_TO DO_
Copy the data exactly. Images are to be left out.
....
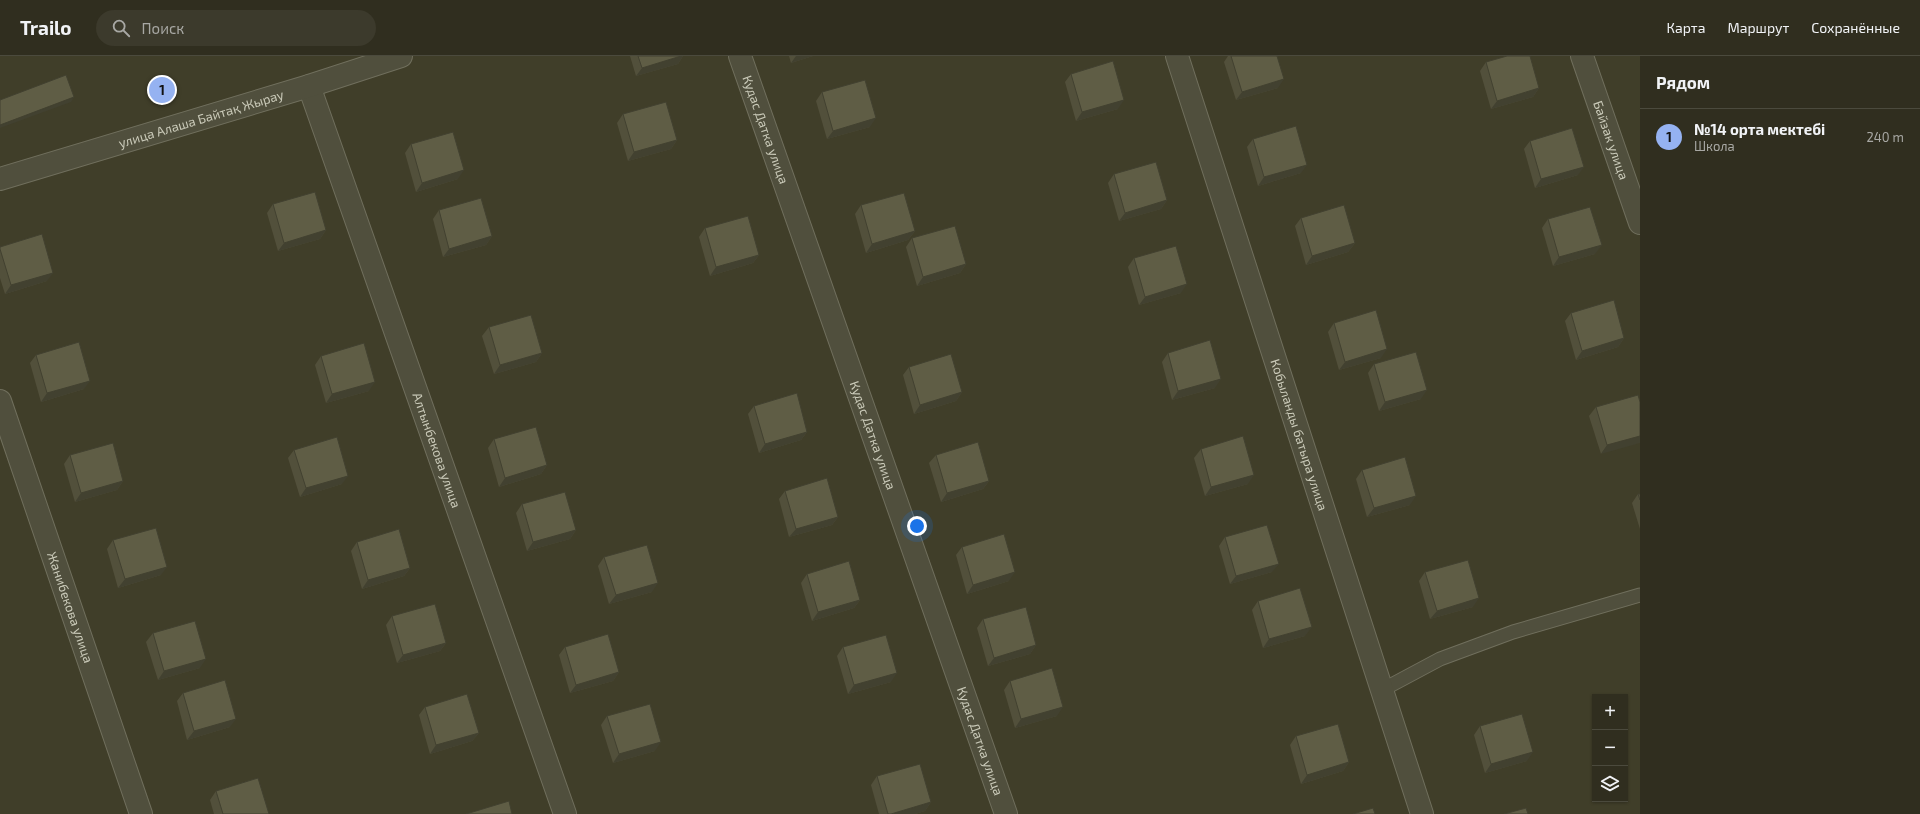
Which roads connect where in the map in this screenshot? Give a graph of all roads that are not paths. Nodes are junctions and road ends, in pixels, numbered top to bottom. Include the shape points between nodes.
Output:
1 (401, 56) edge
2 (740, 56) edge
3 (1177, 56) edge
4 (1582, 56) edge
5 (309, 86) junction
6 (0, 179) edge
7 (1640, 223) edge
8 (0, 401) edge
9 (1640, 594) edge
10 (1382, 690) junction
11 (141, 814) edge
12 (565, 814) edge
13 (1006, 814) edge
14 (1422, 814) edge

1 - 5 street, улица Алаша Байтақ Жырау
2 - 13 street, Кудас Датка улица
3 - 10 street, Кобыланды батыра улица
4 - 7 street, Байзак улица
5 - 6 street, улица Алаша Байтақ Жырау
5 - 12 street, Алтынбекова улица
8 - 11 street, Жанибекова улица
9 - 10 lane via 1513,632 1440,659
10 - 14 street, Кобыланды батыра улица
....
_SOLUTION TO THE EXERCISE_
Which roads connect where in the map in this screenshot? Give a graph of all roads that are not paths. Nodes are junctions and road ends, in pixels, numbered top to bottom. Include the shape points between nodes.
Output:
1 (401, 56) edge
2 (740, 56) edge
3 (1177, 56) edge
4 (1582, 56) edge
5 (309, 86) junction
6 (0, 179) edge
7 (1640, 223) edge
8 (0, 401) edge
9 (1640, 594) edge
10 (1382, 690) junction
11 (141, 814) edge
12 (565, 814) edge
13 (1006, 814) edge
14 (1422, 814) edge

1 - 5 street, улица Алаша Байтақ Жырау
2 - 13 street, Кудас Датка улица
3 - 10 street, Кобыланды батыра улица
4 - 7 street, Байзак улица
5 - 6 street, улица Алаша Байтақ Жырау
5 - 12 street, Алтынбекова улица
8 - 11 street, Жанибекова улица
9 - 10 lane via 1513,632 1440,659
10 - 14 street, Кобыланды батыра улица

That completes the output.